The extravagant cheesecake and its many soothing interpretations over time have actually evolved from the very first cheesecakes that were believed to have been made in Ancient Greece. Cheesecakes were not a decadent sin but a necessary energy source for Olympic athletes. So essentially, the cheesecakes of today can be proud of their four thousand year old history. The original recipe consisted of only wheat flour, cheese, and honey and is attributed to the genius of Greek writer Athenaeus. Gradually over time, the Romans added their own twist to this gooey dessert. It was finally thanks to the cheesecake’s journey across Europe that the original recipe underwent a radical change — beaten eggs replaced yeast in the recipe. A New York dairy farmer who was trying his luck at making Neufchatel (a crumbly, mould-ripened cheese) ended up with the first cream cheese. This was then purchased years later by Kraft Company and so was born the Philadelphia Cream Cheese — a critical component of most cheesecake recipes.

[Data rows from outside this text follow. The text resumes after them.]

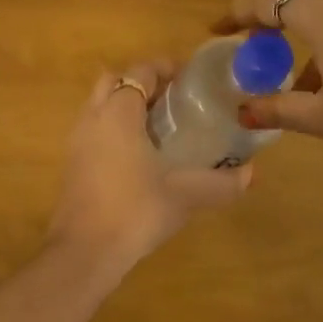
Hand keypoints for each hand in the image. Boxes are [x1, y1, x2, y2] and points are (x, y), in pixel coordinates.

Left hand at [47, 59, 252, 270]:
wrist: (83, 252)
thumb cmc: (134, 211)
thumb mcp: (184, 196)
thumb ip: (220, 183)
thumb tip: (251, 174)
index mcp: (119, 114)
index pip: (139, 72)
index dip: (164, 69)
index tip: (188, 79)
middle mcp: (93, 118)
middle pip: (112, 81)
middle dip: (139, 83)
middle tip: (171, 100)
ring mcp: (77, 141)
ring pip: (99, 106)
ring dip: (124, 106)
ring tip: (158, 127)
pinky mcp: (72, 164)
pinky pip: (93, 130)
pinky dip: (112, 129)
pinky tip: (137, 156)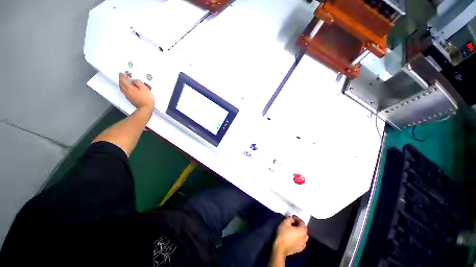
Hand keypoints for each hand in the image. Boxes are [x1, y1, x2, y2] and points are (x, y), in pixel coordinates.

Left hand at [119, 73, 153, 109]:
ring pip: (122, 87)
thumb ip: (139, 82)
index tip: (123, 73)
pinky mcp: (130, 99)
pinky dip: (125, 88)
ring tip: (125, 82)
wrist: (145, 108)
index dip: (122, 75)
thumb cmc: (146, 99)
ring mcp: (128, 96)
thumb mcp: (145, 88)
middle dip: (121, 79)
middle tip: (123, 76)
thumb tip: (135, 80)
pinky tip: (128, 89)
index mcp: (129, 88)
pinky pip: (125, 91)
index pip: (123, 79)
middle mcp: (126, 91)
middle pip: (121, 83)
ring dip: (122, 83)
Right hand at [273, 216, 308, 256]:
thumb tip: (292, 219)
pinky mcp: (300, 249)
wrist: (281, 248)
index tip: (292, 216)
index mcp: (303, 230)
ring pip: (303, 235)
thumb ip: (290, 218)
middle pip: (303, 229)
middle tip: (293, 222)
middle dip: (299, 225)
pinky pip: (301, 241)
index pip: (302, 222)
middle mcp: (305, 237)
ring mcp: (303, 244)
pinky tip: (294, 237)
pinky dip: (299, 238)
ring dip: (299, 231)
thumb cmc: (283, 233)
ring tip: (294, 229)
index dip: (297, 218)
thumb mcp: (285, 222)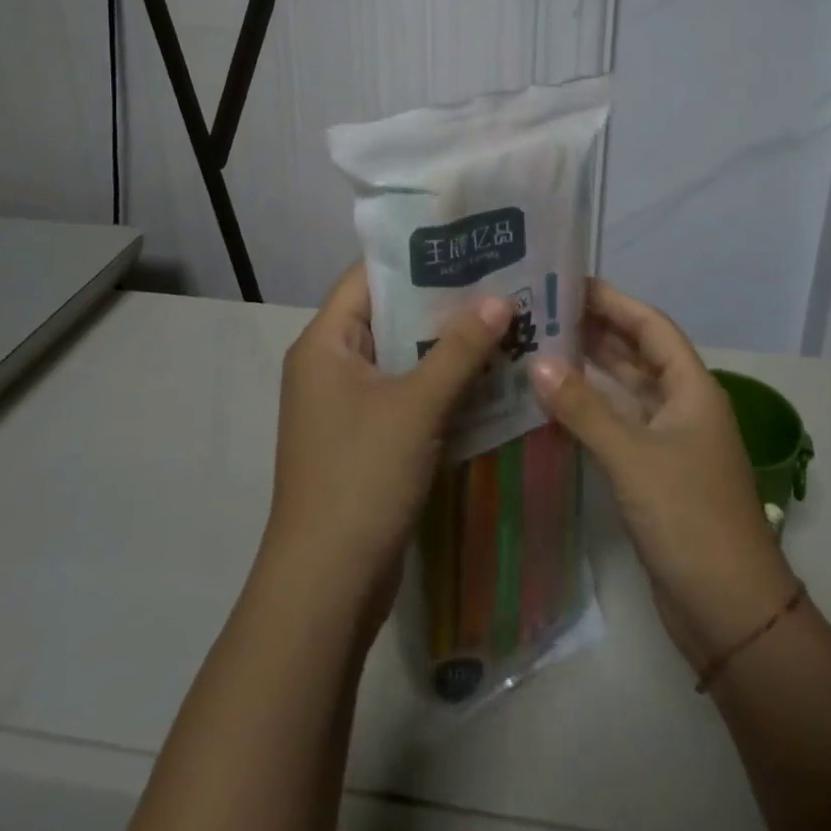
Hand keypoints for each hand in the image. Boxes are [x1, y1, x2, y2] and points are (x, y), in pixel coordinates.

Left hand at [262, 262, 512, 628]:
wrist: (326, 587)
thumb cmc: (361, 478)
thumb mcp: (416, 407)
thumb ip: (459, 349)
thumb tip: (501, 298)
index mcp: (325, 343)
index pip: (368, 277)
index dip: (416, 256)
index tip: (468, 243)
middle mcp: (330, 364)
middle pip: (390, 314)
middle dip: (443, 301)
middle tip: (500, 280)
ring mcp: (347, 404)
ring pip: (402, 356)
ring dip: (447, 344)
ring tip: (505, 319)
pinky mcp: (366, 437)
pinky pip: (406, 392)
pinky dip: (441, 382)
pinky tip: (489, 374)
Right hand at [528, 279, 797, 669]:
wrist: (730, 611)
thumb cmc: (689, 518)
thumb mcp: (633, 457)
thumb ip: (584, 408)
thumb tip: (537, 363)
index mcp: (692, 388)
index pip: (651, 326)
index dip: (614, 301)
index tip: (569, 282)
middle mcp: (683, 405)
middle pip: (638, 353)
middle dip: (597, 330)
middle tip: (543, 312)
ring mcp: (669, 440)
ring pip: (627, 389)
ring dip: (591, 368)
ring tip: (541, 345)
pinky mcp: (654, 471)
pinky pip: (619, 423)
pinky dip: (591, 408)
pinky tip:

The New York Style Cheesecake is a favourite across the globe and every restaurant in New York has developed its own version. To stake your claim to this classic favourite, you can stop by at Theobroma outlets in Bandra and Colaba or even Moshe’s. This cheesecake boasts of creamy consistency, with due credit to the sour cream in it. With many more variants of the cheesecake such as the Philadelphia-style cheesecake, the Bulgarian-style cheesecake, the Blueberry Cheesecake existing, you can rest assured that there is, indeed, plenty to chow down. Drizzle some chocolate or add in a dash of Bailey’s and you can create your own variety of cheesecake. A personal favourite of mine is the Blueberry Cheesecake where the gorgeous blend of soft cheese, fresh blueberries, and sugar causes your taste-buds to rejoice at the bursts of flavour and sweet goodness.

A simple creation that has travelled across the globe from Sweden and Poland to Japan and Australia, the cheesecake, is a globally local favourite today. If you want to grab a slice of this scrumptious dessert then stop by at your local café or coffee shop.